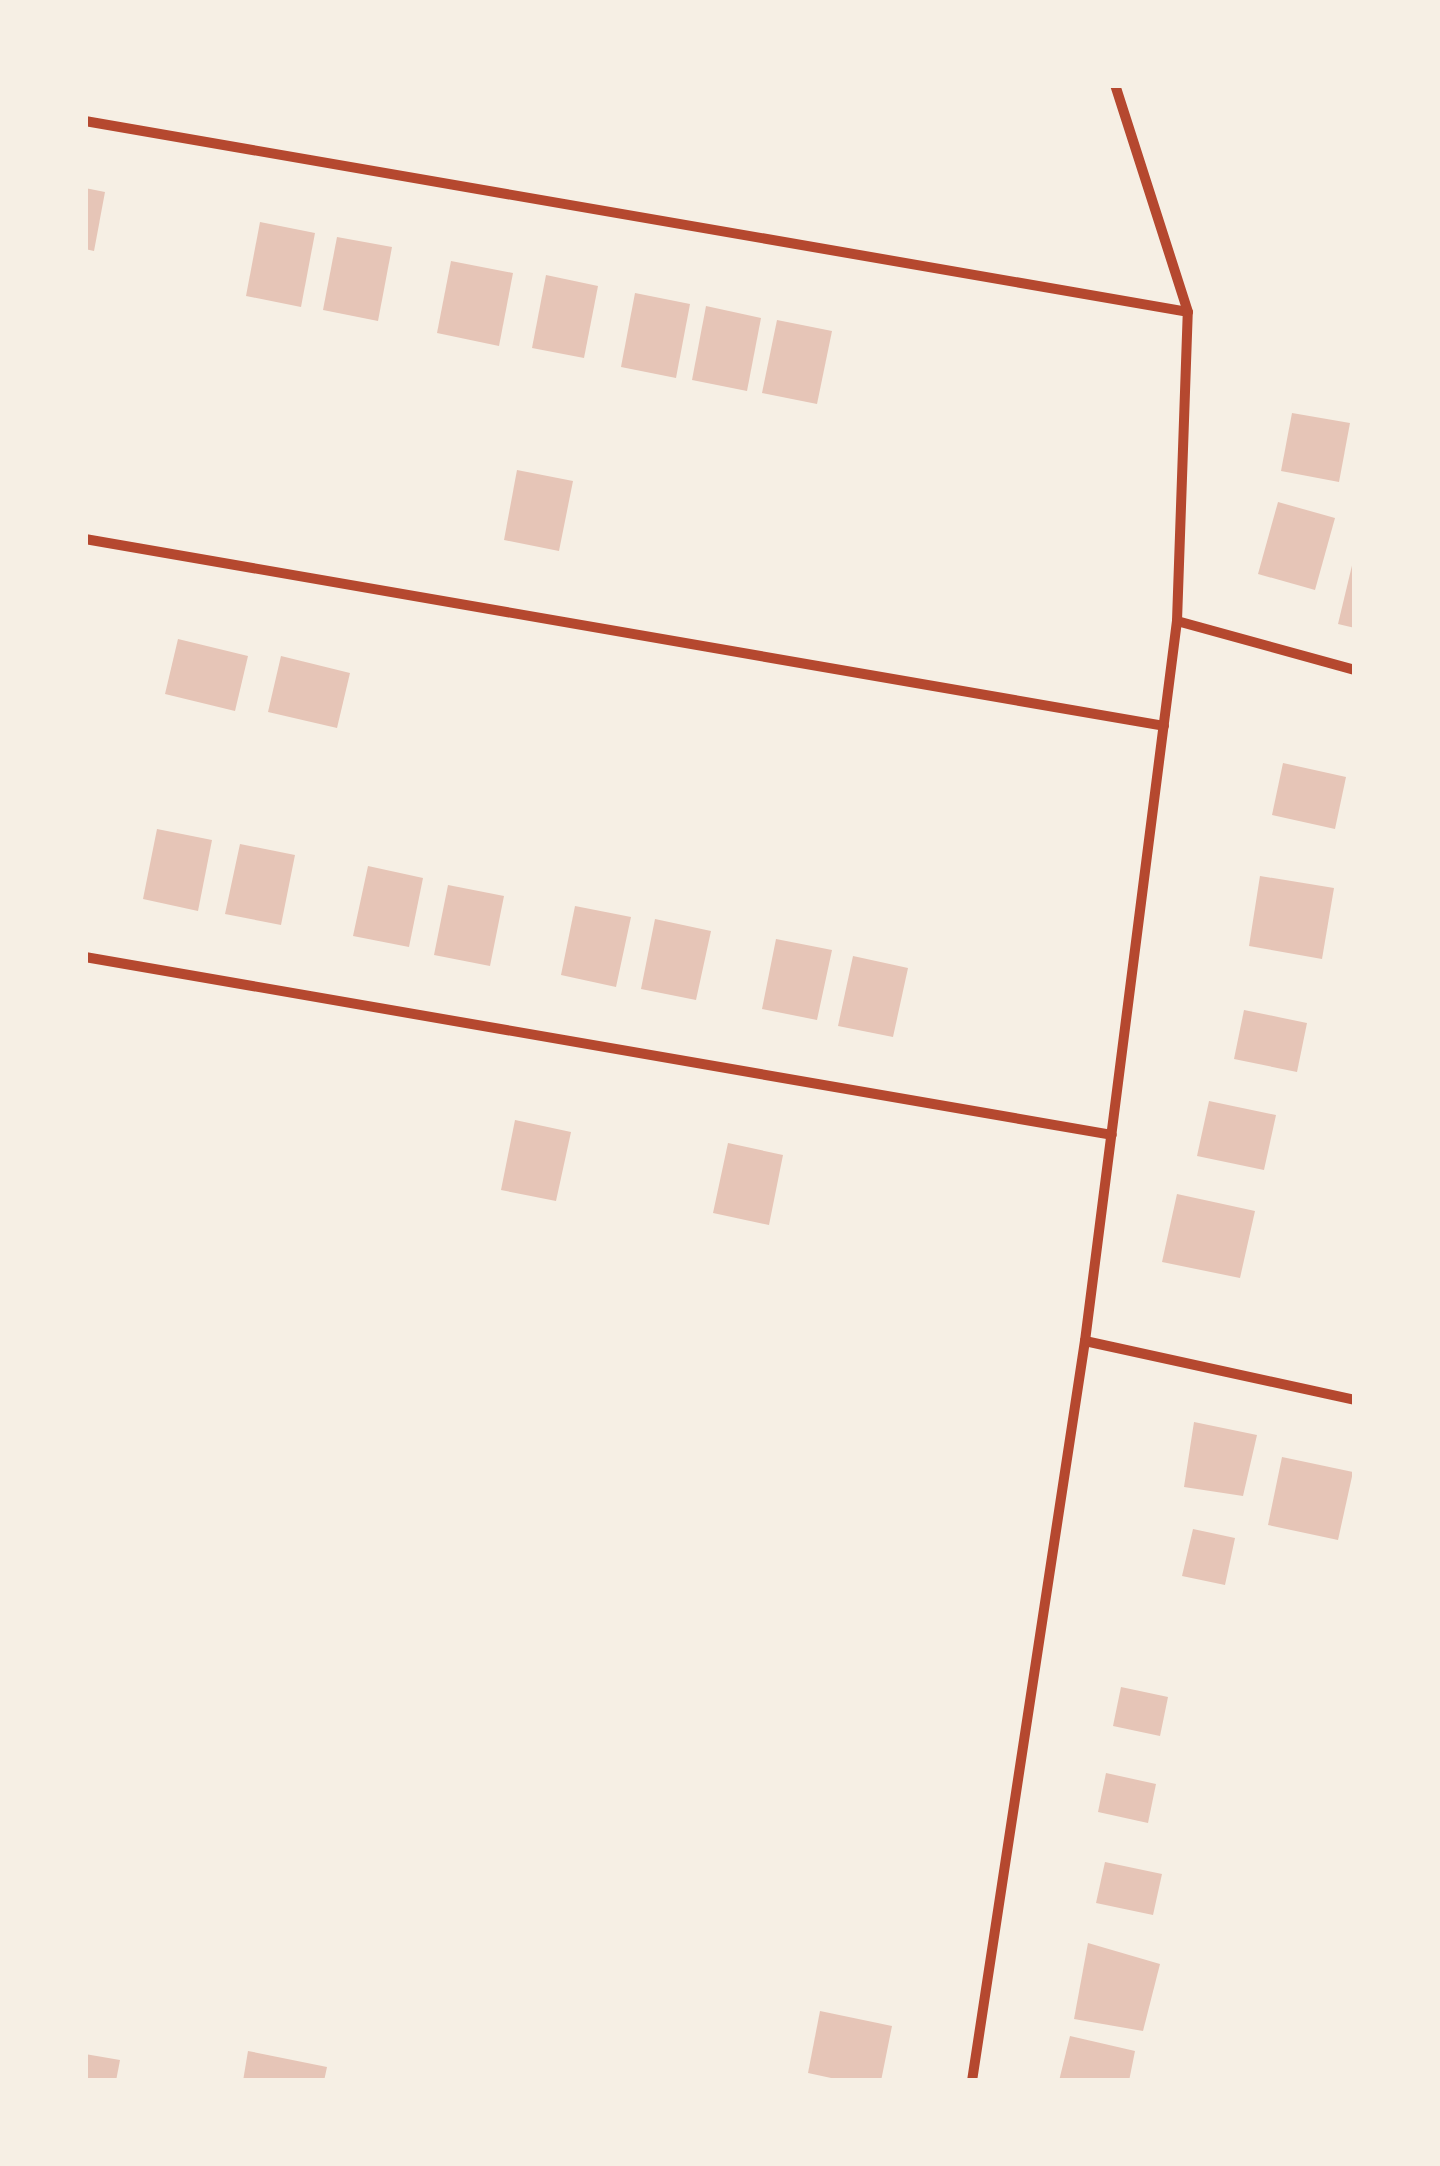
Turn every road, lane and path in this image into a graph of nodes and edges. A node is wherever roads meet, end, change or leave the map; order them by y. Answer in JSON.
{"nodes":[{"id":1,"x":1115,"y":85,"type":"edge"},
{"id":2,"x":85,"y":121,"type":"edge"},
{"id":3,"x":1188,"y":312,"type":"junction"},
{"id":4,"x":85,"y":540,"type":"edge"},
{"id":5,"x":1177,"y":621,"type":"junction"},
{"id":6,"x":1355,"y":670,"type":"edge"},
{"id":7,"x":1164,"y":726,"type":"junction"},
{"id":8,"x":85,"y":957,"type":"edge"},
{"id":9,"x":1112,"y":1135,"type":"junction"},
{"id":10,"x":1085,"y":1341,"type":"junction"},
{"id":11,"x":1355,"y":1400,"type":"edge"},
{"id":12,"x":972,"y":2081,"type":"edge"}],
"edges":[{"from":1,"to":3,"type":"street"},
{"from":2,"to":3,"type":"street"},
{"from":3,"to":5,"type":"street"},
{"from":4,"to":7,"type":"street"},
{"from":5,"to":6,"type":"street"},
{"from":5,"to":7,"type":"street"},
{"from":7,"to":9,"type":"street"},
{"from":8,"to":9,"type":"street"},
{"from":9,"to":10,"type":"street"},
{"from":10,"to":11,"type":"street"},
{"from":10,"to":12,"type":"street"}]}
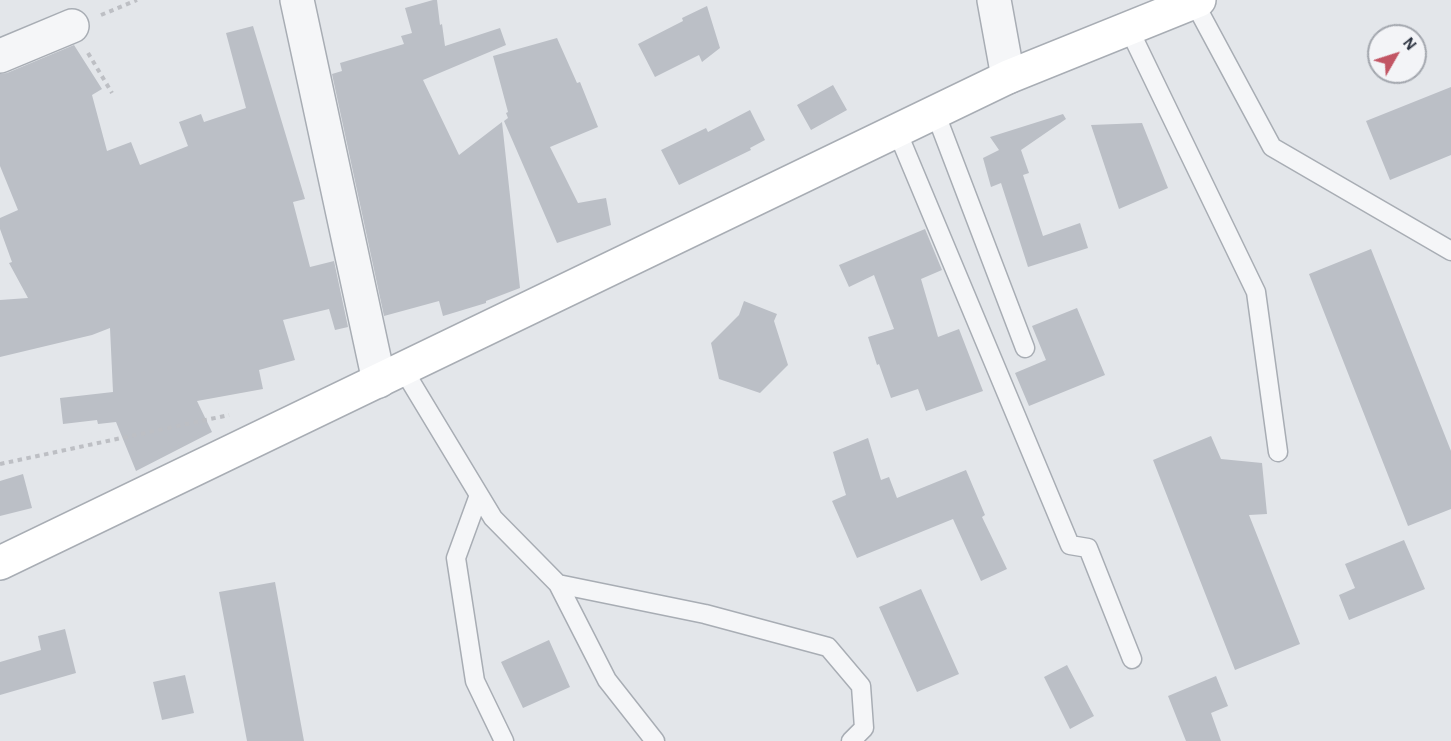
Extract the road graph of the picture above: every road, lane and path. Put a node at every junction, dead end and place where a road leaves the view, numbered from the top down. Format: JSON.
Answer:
{"nodes":[{"id":1,"x":136,"y":0,"type":"edge"},
{"id":2,"x":297,"y":0,"type":"edge"},
{"id":3,"x":994,"y":0,"type":"edge"},
{"id":4,"x":1197,"y":1,"type":"edge"},
{"id":5,"x":72,"y":27,"type":"junction"},
{"id":6,"x":1129,"y":29,"type":"junction"},
{"id":7,"x":0,"y":56,"type":"edge"},
{"id":8,"x":1008,"y":77,"type":"junction"},
{"id":9,"x":112,"y":93,"type":"dead end"},
{"id":10,"x":935,"y":112,"type":"junction"},
{"id":11,"x":897,"y":131,"type":"junction"},
{"id":12,"x":1451,"y":251,"type":"edge"},
{"id":13,"x":1025,"y":348,"type":"dead end"},
{"id":14,"x":391,"y":375,"type":"junction"},
{"id":15,"x":231,"y":414,"type":"dead end"},
{"id":16,"x":1278,"y":452,"type":"dead end"},
{"id":17,"x":0,"y":464,"type":"edge"},
{"id":18,"x":479,"y":495,"type":"junction"},
{"id":19,"x":0,"y":563,"type":"edge"},
{"id":20,"x":558,"y":584,"type":"junction"},
{"id":21,"x":1132,"y":659,"type":"dead end"},
{"id":22,"x":504,"y":741,"type":"edge"},
{"id":23,"x":655,"y":741,"type":"edge"},
{"id":24,"x":851,"y":741,"type":"edge"}],
"edges":[{"from":1,"to":5,"type":"path"},
{"from":2,"to":14,"type":"street"},
{"from":3,"to":8,"type":"street"},
{"from":4,"to":6,"type":"main road"},
{"from":4,"to":12,"type":"lane"},
{"from":5,"to":7,"type":"street"},
{"from":5,"to":9,"type":"path"},
{"from":6,"to":8,"type":"main road"},
{"from":6,"to":16,"type":"lane"},
{"from":8,"to":10,"type":"main road"},
{"from":10,"to":11,"type":"main road"},
{"from":10,"to":13,"type":"lane"},
{"from":11,"to":14,"type":"main road"},
{"from":11,"to":21,"type":"lane"},
{"from":14,"to":18,"type":"lane"},
{"from":14,"to":19,"type":"main road"},
{"from":15,"to":17,"type":"path"},
{"from":18,"to":20,"type":"lane"},
{"from":18,"to":22,"type":"lane"},
{"from":20,"to":23,"type":"lane"},
{"from":20,"to":24,"type":"lane"}]}
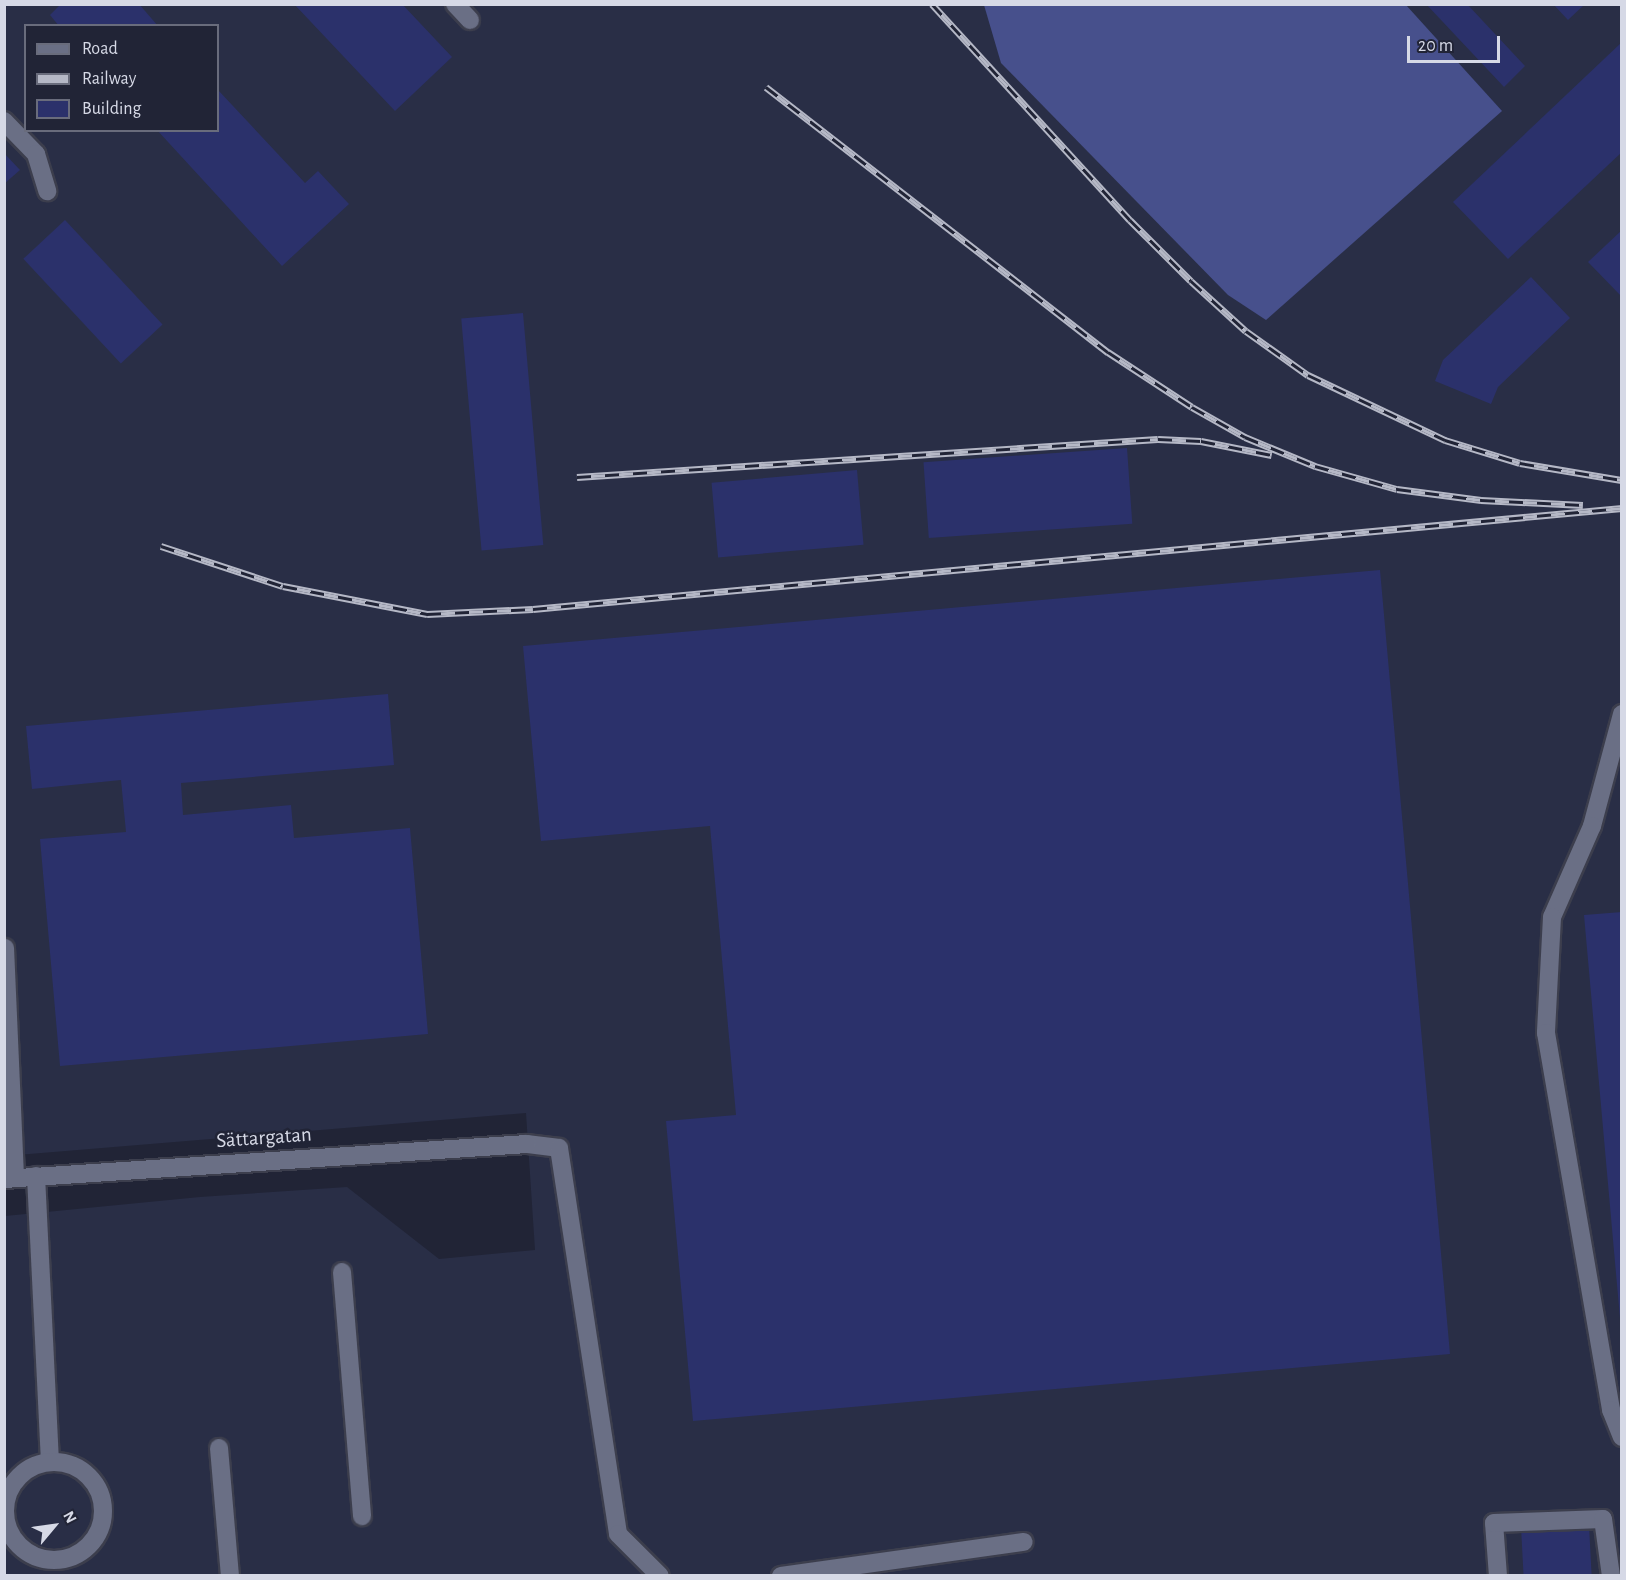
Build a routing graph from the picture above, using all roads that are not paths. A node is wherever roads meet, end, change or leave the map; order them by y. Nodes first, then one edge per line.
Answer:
1 (455, 4) edge
2 (470, 20) dead end
3 (4, 121) edge
4 (47, 191) dead end
5 (1622, 714) edge
6 (5, 948) edge
7 (36, 1176) junction
8 (10, 1178) edge
9 (342, 1272) dead end
10 (1622, 1437) edge
11 (219, 1448) dead end
12 (50, 1462) junction
13 (362, 1516) dead end
14 (1024, 1542) dead end
15 (230, 1575) edge
16 (660, 1575) edge
17 (781, 1575) edge
18 (1498, 1575) edge
19 (1611, 1575) edge

1 - 2 street
3 - 4 street
5 - 10 street
6 - 8 street
7 - 8 street, Sättargatan
7 - 12 street
7 - 16 street, Sättargatan
9 - 13 street
11 - 15 street
12 - 12 street
14 - 17 street
18 - 19 street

----

What you are asked to do — For every line in the data above that has the string "wherever", return that line.

Answer to this task —
Turn every road, lane and path in this image into a graph of nodes and edges. A node is wherever roads meet, end, change or leave the map; order them by y. Answer in JSON.
Build a routing graph from the picture above, using all roads that are not paths. A node is wherever roads meet, end, change or leave the map; order them by y. Nodes first, then one edge per line.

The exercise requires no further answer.